▶ _WHAT YOU NEED TO DO_: The task requires restating, word for word, the lines of the entries below from the one containing "thumb cmc: (1111, 924)" through the final one, both included.

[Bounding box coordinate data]
*-*-*

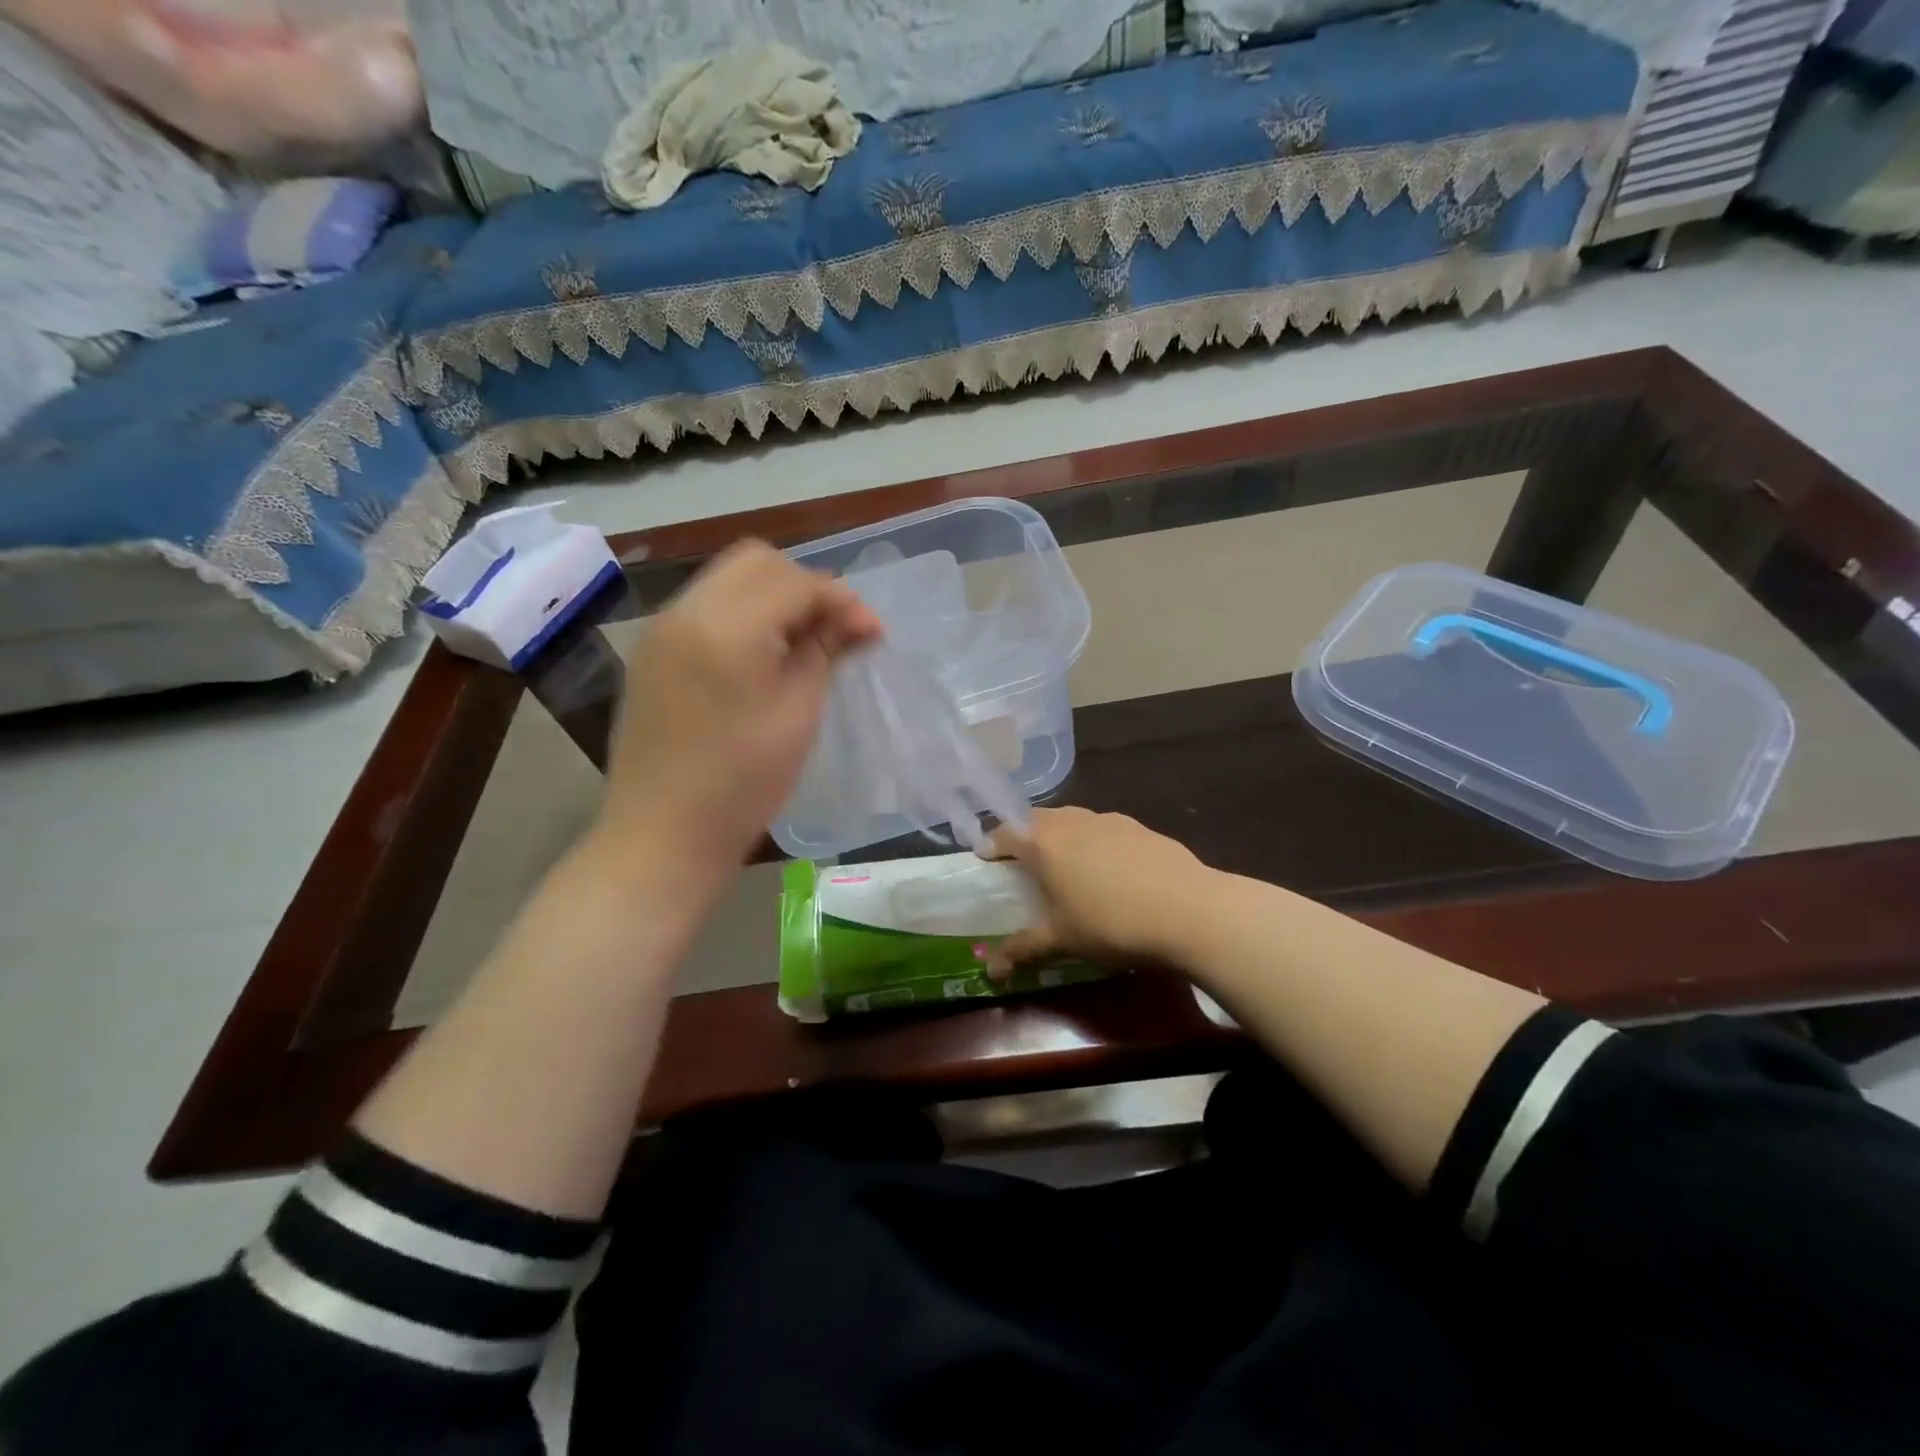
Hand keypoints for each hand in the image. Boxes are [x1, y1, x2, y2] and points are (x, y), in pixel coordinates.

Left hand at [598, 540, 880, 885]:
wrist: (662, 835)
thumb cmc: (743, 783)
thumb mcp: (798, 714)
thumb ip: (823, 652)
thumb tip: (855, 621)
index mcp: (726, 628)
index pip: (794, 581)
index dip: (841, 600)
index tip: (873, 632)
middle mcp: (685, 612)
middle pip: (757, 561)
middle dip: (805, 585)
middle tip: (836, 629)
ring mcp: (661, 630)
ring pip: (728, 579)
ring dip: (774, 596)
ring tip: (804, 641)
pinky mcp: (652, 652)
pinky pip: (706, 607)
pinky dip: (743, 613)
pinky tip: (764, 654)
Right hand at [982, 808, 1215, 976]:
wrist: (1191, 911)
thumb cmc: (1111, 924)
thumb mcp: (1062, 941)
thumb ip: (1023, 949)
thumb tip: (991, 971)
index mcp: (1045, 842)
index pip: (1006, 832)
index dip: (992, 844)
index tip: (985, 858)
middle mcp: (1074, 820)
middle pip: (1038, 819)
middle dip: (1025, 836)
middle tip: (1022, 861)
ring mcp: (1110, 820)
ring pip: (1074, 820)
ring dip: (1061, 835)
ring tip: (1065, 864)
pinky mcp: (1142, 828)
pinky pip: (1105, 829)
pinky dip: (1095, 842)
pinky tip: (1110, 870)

*-*-*

▶ _TASK RESPONSE_:
thumb cmc: (1111, 924)
thumb mcp: (1062, 941)
thumb ip: (1023, 949)
thumb tip: (991, 971)
index mcp: (1045, 842)
index pip: (1006, 832)
index dip: (992, 844)
index tip: (985, 858)
middle mcp: (1074, 820)
middle pip: (1038, 819)
middle dip: (1025, 836)
middle tip: (1022, 861)
ring mcp: (1110, 820)
ring pip: (1074, 820)
ring dip: (1061, 835)
ring tip: (1065, 864)
pinky mcp: (1142, 828)
pinky pip: (1105, 829)
pinky dip: (1095, 842)
pinky tip: (1110, 870)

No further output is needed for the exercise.